What do you see from this figure?

Each datapoint is a result of trial. Each colored series is a expt run.

1) Lets look at fraction of heads at a certain trial, it is sometimes above 0.5 and sometimes below 0.5 depending on the expt run.

2) The variation (spread of fraction of heads) is getting lesser with more number of tosses in a trial. It is approaching 0.5 but is never 0.5.

In other words, if we define the uncertainty as the standard deviation (parameter estimating the variation) among various expt runs (at the same number of tosses). We can say that the uncertainty is decreasing with the number of tosses.

Is there a precise relationship of this uncertainty? Yes there is.

Lets plot that and see if we can fit it with a mathematical function

from scipy.optimize import curve_fit

# lets convert the revalant list objects to numpy arrays for convinience
fraction_of_heads_in_each_trial_all_runs = np.array(fraction_of_heads_in_each_trial_all_runs)
num_of_tosses_in_each_trial = np.array(num_of_tosses_in_each_trial)

# This is the standard deviation of fraction of heads at different trials
std_observed_fraction_of_heads = fraction_of_heads_in_each_trial_all_runs.std(axis = 0)

# Plot the standard deviation with the number of tosses in each trial
plt.figure(figsize=(8*1.616, 8))
plt.plot(num_of_tosses_in_each_trial, std_observed_fraction_of_heads,'*')

## lets define a function that is approrpriate for the relationship.
def func(x,a):
    return a/(np.sqrt(x))

## Fit the curve and plot along side our datapoints
popt, pcov = curve_fit(func,num_of_tosses_in_each_trial, std_observed_fraction_of_heads)
fit_for_these_x = np.linspace(min(num_of_tosses_in_each_trial), max(num_of_tosses_in_each_trial), 30)

plt.plot(fit_for_these_x, func(fit_for_these_x , *popt) , 'r-', label = f'fit = {popt[0]:.2f}/sqrt(num_of_tosses)')
plt.xlabel('Number of tosses in each trial')
plt.ylabel('Standard Deviation of \n obserbed fraction of heads')
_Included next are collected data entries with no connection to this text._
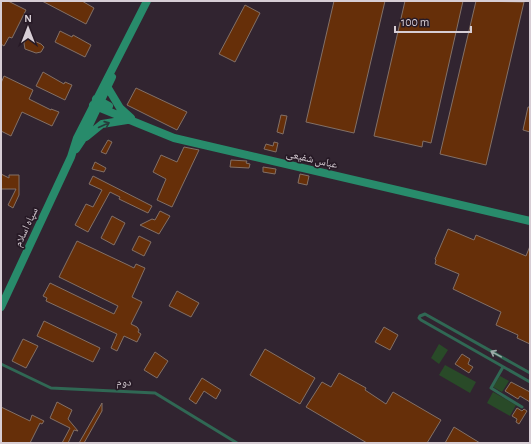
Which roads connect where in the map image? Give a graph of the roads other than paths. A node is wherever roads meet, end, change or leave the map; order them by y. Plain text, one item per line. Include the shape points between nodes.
1 (146, 1) edge
2 (121, 53) junction
3 (108, 88) junction
4 (97, 103) junction
5 (130, 119) junction
6 (82, 140) junction
7 (71, 156) junction
8 (530, 217) edge
9 (530, 221) edge
10 (1, 307) edge
11 (1, 364) edge
12 (503, 367) junction
13 (530, 373) edge
14 (530, 382) edge
15 (522, 407) dead end
16 (237, 443) edge

1 - 2 main road, سپاه اسلام
2 - 3 main road, سپاه اسلام
2 - 4 main road, سپاه اسلام
3 - 4 main road, سپاه اسلام
3 - 5 main road
4 - 5 main road, عباس شفیعی
4 - 6 main road, سپاه اسلام
4 - 7 main road, سپاه اسلام via 77,138
6 -> 5 main road via 102,124
5 - 8 main road, عباس شفیعی via 174,136
5 - 9 main road, عباس شفیعی via 174,138
6 - 7 main road, سپاه اسلام
7 - 10 main road, سپاه اسلام
11 - 16 lane, دوم via 51,388 155,393
13 -> 12 lane via 425,314 420,316 421,320
12 - 14 lane
12 - 15 lane via 491,388

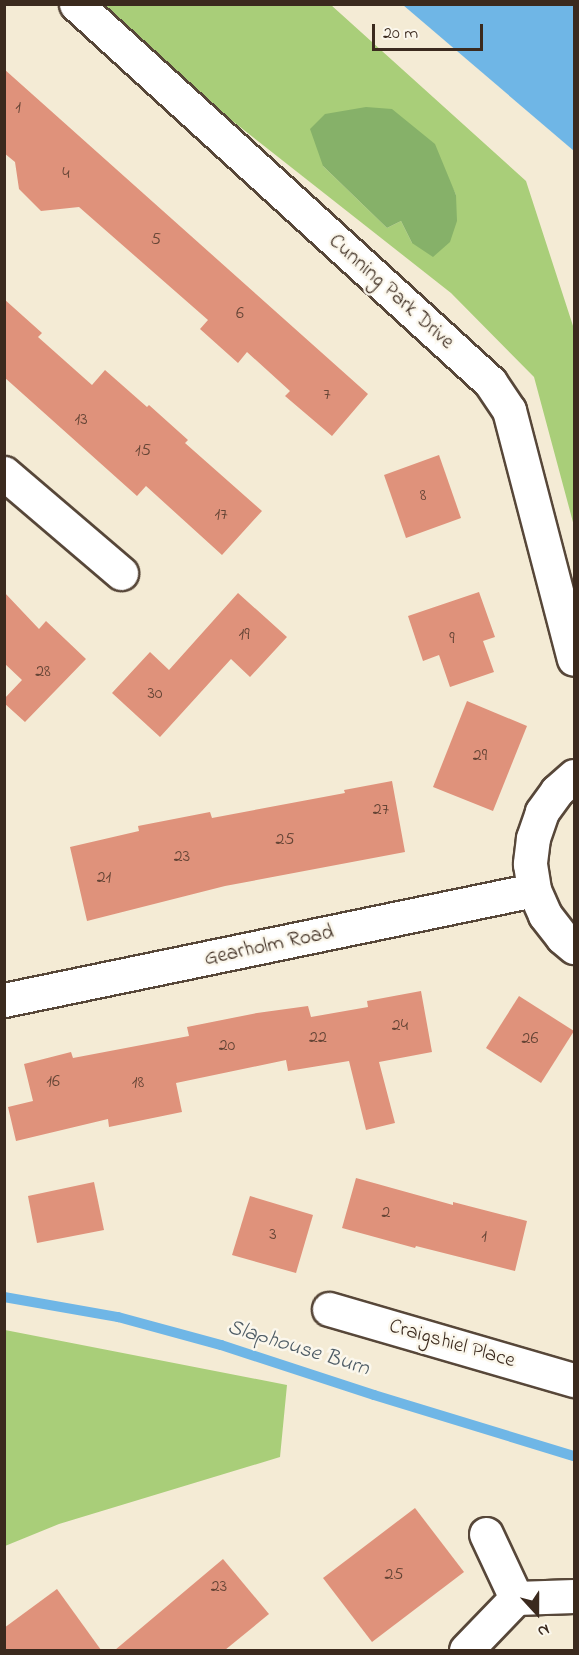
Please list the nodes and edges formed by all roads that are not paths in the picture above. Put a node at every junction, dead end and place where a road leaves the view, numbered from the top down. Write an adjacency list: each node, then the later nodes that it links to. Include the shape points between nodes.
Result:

The code tried to fit the relationship between the uncertainty in fraction of heads and the number of tosses with a function of a form a/sqrt(n), where n is the number of tosses and a is constant. The fits looks pretty good, so we can conclude that it is following inverse of square root of n relationship. This is an important conclusion and can be also proved mathematically. It forms the basis of many statistical tests and parameters like standard errors and confidence intervals.

So what does it means to say a coin has a probability of 0.5? If we have very large number of tosses in a trial, then we could expect the fraction of heads to be very close to a value of 0.5.

Another interesting thing that we notice is... why did the curve fitting came up with a=0.5? Thats for another day.